We will be doing the same thing we did with Kafka running on our local machine: start a producer, produce logs, and view them in the consumer. Open a new terminal window and start the producer with:
kubectl run kafka-producer -ti --image=quay.io/strimzi/kafka:0.32.0-kafka-3.3.1 --rm=true --restart=Never -- bin/kafka-console-producer.sh --bootstrap-server my-cluster-kafka-bootstrap:9092 --topic my-topic
You will note that the command looks similar to a command that is used to start the producer in a local machine. You need to specify the bootstrap-server by setting the broker and the port followed by the topic you will be producing to. Additionally, a Docker image containing Kafka 3.3.1 is used which contains a full instance of Kafka including the scripts used to run the producer and consumer.
Now, let’s run the consumer in the same way you ran the producer. Note that you need to run this in a new terminal window.
kubectl run kafka-consumer -ti --image=quay.io/strimzi/kafka:0.32.0-kafka-3.3.1 --rm=true --restart=Never -- bin/kafka-console-consumer.sh --bootstrap-server my-cluster-kafka-bootstrap:9092 --topic my-topic --from-beginning
Type something in the producer window, and you should see it appear in the consumer.
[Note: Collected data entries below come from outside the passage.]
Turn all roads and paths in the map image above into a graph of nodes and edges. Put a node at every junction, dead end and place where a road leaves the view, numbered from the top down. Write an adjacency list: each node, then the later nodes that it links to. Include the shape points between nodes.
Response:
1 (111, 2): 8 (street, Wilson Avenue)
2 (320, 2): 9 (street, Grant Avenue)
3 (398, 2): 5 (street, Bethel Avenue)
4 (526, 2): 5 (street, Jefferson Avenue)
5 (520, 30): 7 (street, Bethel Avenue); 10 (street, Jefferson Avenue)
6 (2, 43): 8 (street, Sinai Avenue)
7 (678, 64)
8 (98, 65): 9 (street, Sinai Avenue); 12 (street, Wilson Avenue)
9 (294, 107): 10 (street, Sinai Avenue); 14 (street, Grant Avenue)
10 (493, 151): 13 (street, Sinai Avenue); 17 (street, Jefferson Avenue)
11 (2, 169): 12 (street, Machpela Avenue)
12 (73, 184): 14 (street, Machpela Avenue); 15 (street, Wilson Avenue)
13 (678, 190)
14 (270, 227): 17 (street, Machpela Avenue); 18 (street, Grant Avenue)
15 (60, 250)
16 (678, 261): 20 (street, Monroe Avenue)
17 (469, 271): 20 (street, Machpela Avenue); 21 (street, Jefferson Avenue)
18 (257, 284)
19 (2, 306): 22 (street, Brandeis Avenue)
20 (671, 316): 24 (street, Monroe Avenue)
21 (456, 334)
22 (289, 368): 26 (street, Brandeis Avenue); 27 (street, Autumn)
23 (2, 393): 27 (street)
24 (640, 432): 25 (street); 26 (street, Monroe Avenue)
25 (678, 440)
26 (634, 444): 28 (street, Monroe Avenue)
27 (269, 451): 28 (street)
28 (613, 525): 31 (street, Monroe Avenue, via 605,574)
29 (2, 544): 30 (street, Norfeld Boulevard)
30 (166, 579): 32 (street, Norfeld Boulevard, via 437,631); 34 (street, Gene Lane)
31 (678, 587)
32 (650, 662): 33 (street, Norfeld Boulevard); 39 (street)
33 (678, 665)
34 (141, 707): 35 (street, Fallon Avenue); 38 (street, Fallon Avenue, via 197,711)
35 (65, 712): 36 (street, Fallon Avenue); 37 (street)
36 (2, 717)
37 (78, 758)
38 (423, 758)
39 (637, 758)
In order for you to remove the consumer and pod, simply use
ctrl+c which will stop the consumer/producer and also remove the respective pods.
Producer in Python
Now that we’ve look at how the producer can send messages to the consumer using the command line, let’s take a look at how you can implement this in code with Python. What we will be doing is pulling an image from Docker Hub that contains a simple python producer set to run run when the container is started. The Dockerfile and Python code for this image can be found here. This image will be used to deploy a pod into your existing Kubernetes cluster.
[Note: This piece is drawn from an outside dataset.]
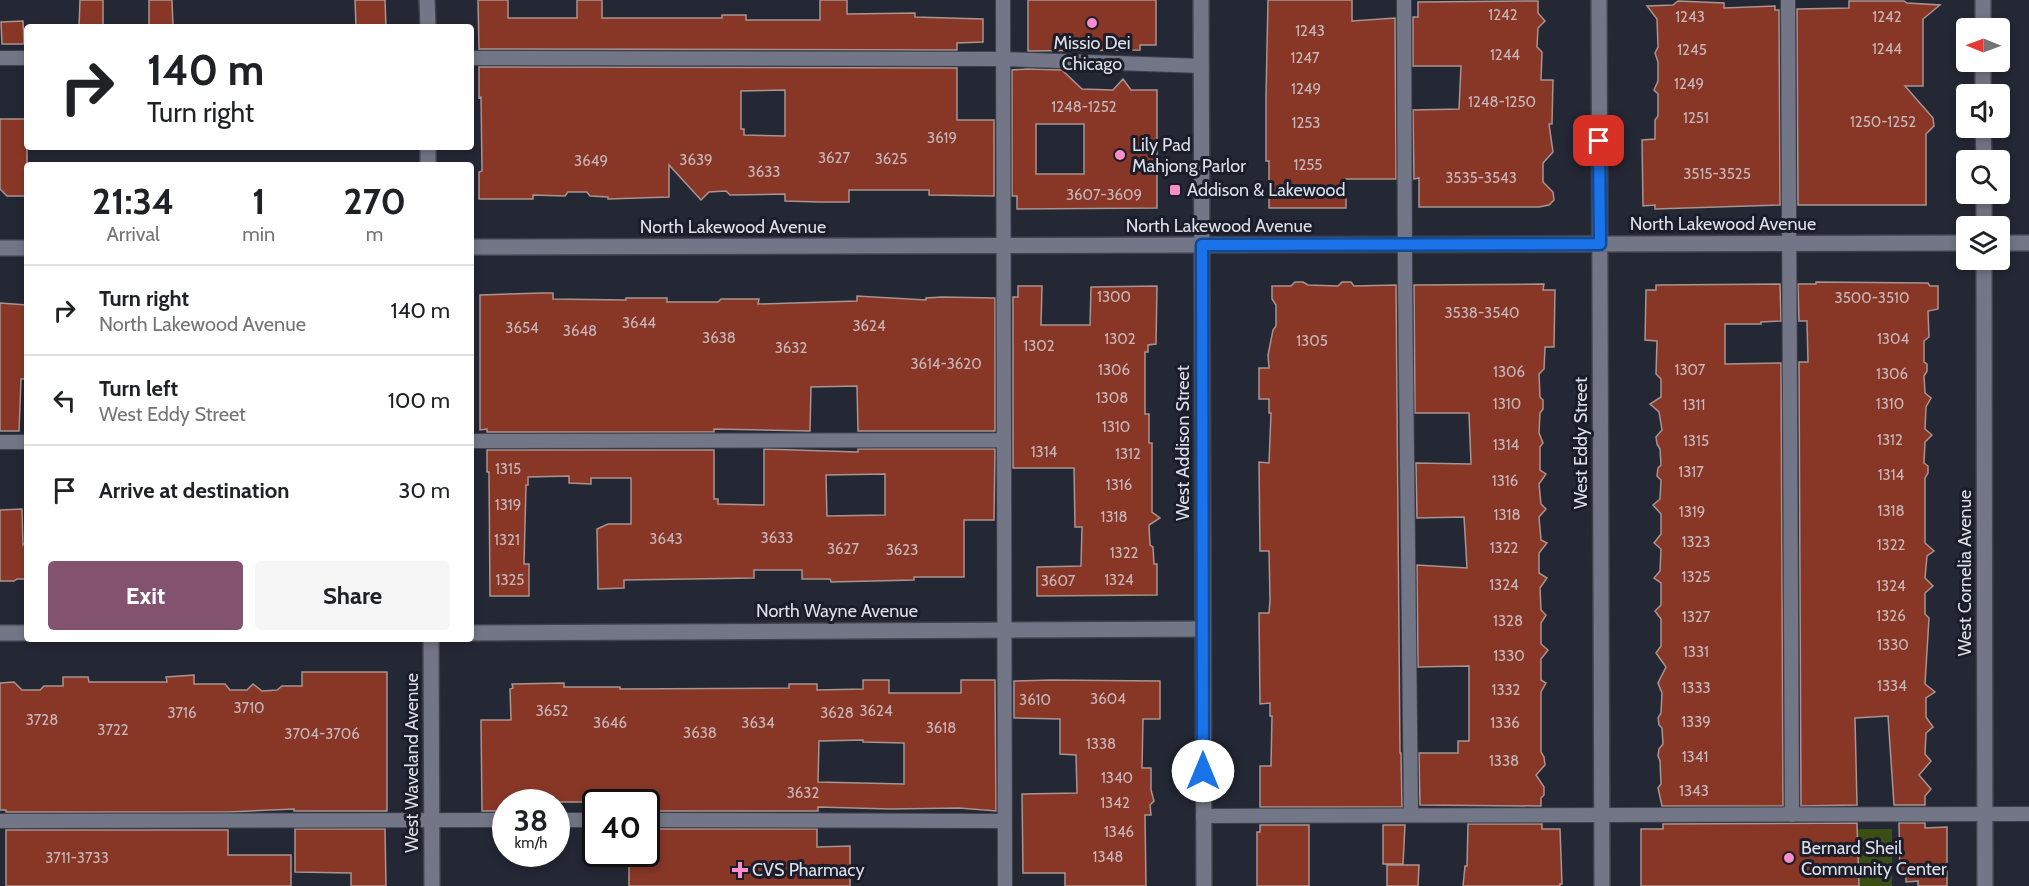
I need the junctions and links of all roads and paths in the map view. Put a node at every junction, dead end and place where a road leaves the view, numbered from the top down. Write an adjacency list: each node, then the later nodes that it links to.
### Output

First, make sure to run the consumer:
kubectl run kafka-consumer -n kafka -ti --image=quay.io/strimzi/kafka:0.32.0-kafka-3.3.1 --rm=true --restart=Never -- bin/kafka-console-consumer.sh --bootstrap-server my-cluster-kafka-external-bootstrap:9094--topic my-topic --from-beginning
If you automated the lab set up with Terraform and have the terraform repo checked out, open a terminal instance in the python-producer folder and run:
Otherwise you can start the container manually. Use:
docker pull ccdockerrgu/pyproducer:1.0
This will pull and start the producer which will send messages to the consumer. The code for the Python producer can be found in this file.
What you’ve seen so far is the most basic implementation of Strimzi. You could just as easily use this in a production cluster. If you have a huge multi-node cluster, you could use taints and tolerations to run Kafka on dedicated nodes. If you are having a cluster in the cloud with a different node in different regions, you can spread your brokers across those regions for better fault tolerance. If you need to expose Kafka, you could easily do it in a secure manner. All of this is fully supported out of the box with Strimzi.